* Task brief *
Pictures aside, restate the records below exactly as written.

#### Records to use ####

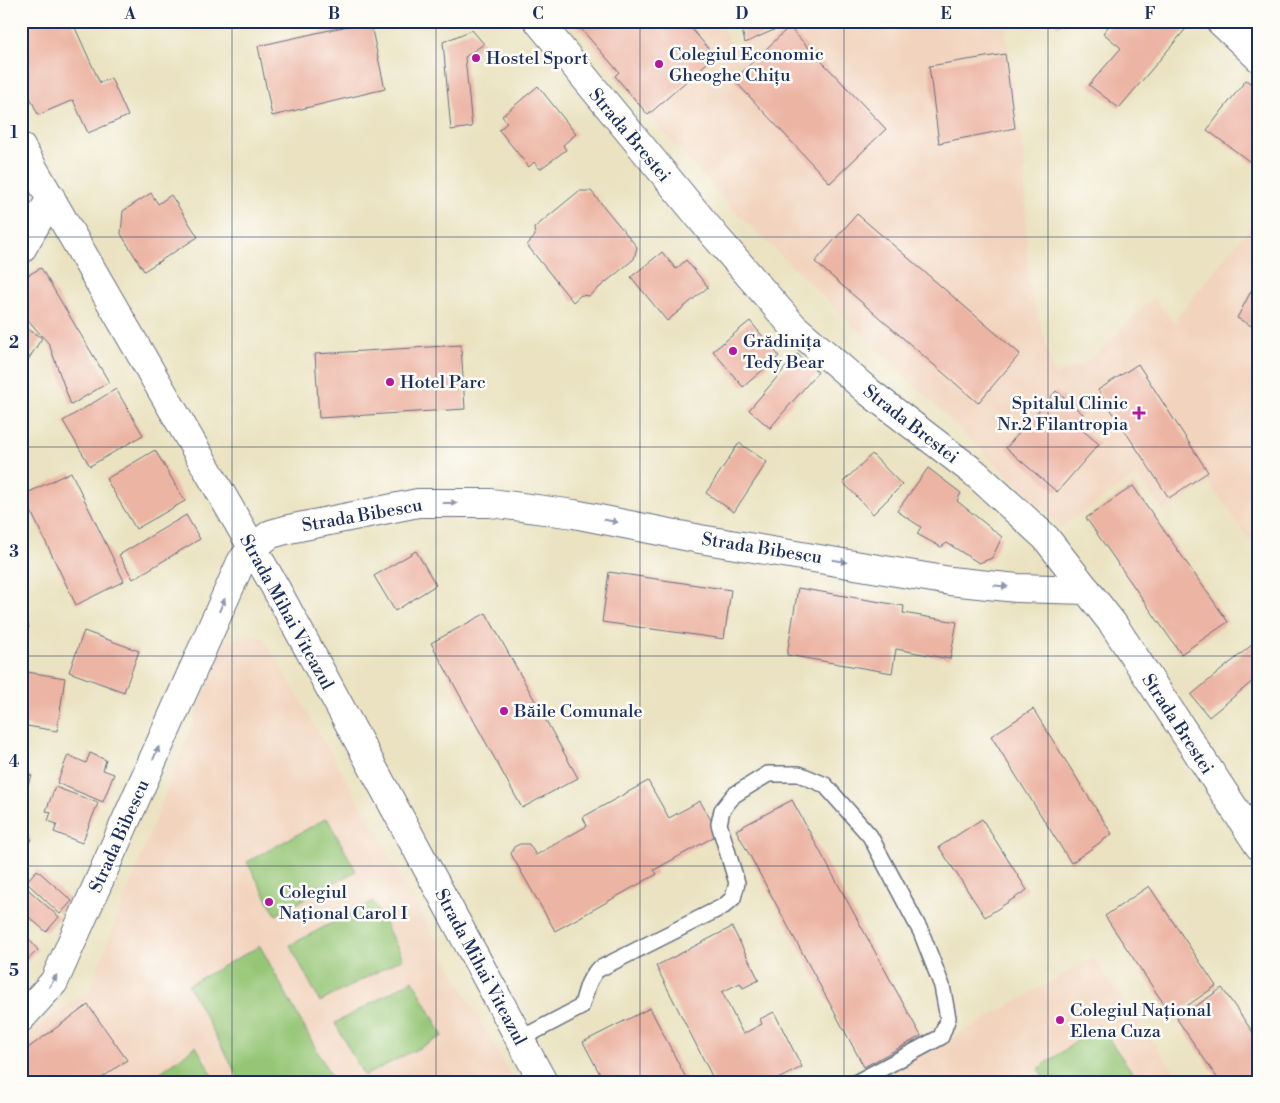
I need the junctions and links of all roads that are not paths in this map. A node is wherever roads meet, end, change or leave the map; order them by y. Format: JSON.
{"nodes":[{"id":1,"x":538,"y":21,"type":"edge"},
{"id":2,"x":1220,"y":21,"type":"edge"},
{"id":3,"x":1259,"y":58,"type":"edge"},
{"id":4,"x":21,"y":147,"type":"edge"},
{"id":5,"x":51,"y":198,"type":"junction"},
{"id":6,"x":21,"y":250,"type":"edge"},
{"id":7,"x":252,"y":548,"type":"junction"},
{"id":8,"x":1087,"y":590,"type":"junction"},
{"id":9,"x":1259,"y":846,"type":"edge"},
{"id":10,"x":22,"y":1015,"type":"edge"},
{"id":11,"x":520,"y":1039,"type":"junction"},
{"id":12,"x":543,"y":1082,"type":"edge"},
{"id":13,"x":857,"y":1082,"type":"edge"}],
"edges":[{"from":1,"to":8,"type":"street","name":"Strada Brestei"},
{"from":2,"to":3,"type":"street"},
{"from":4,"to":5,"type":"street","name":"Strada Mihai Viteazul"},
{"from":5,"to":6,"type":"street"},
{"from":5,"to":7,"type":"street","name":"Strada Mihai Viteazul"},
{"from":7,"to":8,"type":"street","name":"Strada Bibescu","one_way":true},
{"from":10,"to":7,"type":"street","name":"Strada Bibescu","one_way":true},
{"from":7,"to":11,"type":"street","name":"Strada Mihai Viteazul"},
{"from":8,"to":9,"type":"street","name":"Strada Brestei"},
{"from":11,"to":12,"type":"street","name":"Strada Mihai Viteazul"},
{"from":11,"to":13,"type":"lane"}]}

####

* Response area *
I need the junctions and links of all roads that are not paths in this map. A node is wherever roads meet, end, change or leave the map; order them by y. Format: JSON.
{"nodes":[{"id":1,"x":538,"y":21,"type":"edge"},
{"id":2,"x":1220,"y":21,"type":"edge"},
{"id":3,"x":1259,"y":58,"type":"edge"},
{"id":4,"x":21,"y":147,"type":"edge"},
{"id":5,"x":51,"y":198,"type":"junction"},
{"id":6,"x":21,"y":250,"type":"edge"},
{"id":7,"x":252,"y":548,"type":"junction"},
{"id":8,"x":1087,"y":590,"type":"junction"},
{"id":9,"x":1259,"y":846,"type":"edge"},
{"id":10,"x":22,"y":1015,"type":"edge"},
{"id":11,"x":520,"y":1039,"type":"junction"},
{"id":12,"x":543,"y":1082,"type":"edge"},
{"id":13,"x":857,"y":1082,"type":"edge"}],
"edges":[{"from":1,"to":8,"type":"street","name":"Strada Brestei"},
{"from":2,"to":3,"type":"street"},
{"from":4,"to":5,"type":"street","name":"Strada Mihai Viteazul"},
{"from":5,"to":6,"type":"street"},
{"from":5,"to":7,"type":"street","name":"Strada Mihai Viteazul"},
{"from":7,"to":8,"type":"street","name":"Strada Bibescu","one_way":true},
{"from":10,"to":7,"type":"street","name":"Strada Bibescu","one_way":true},
{"from":7,"to":11,"type":"street","name":"Strada Mihai Viteazul"},
{"from":8,"to":9,"type":"street","name":"Strada Brestei"},
{"from":11,"to":12,"type":"street","name":"Strada Mihai Viteazul"},
{"from":11,"to":13,"type":"lane"}]}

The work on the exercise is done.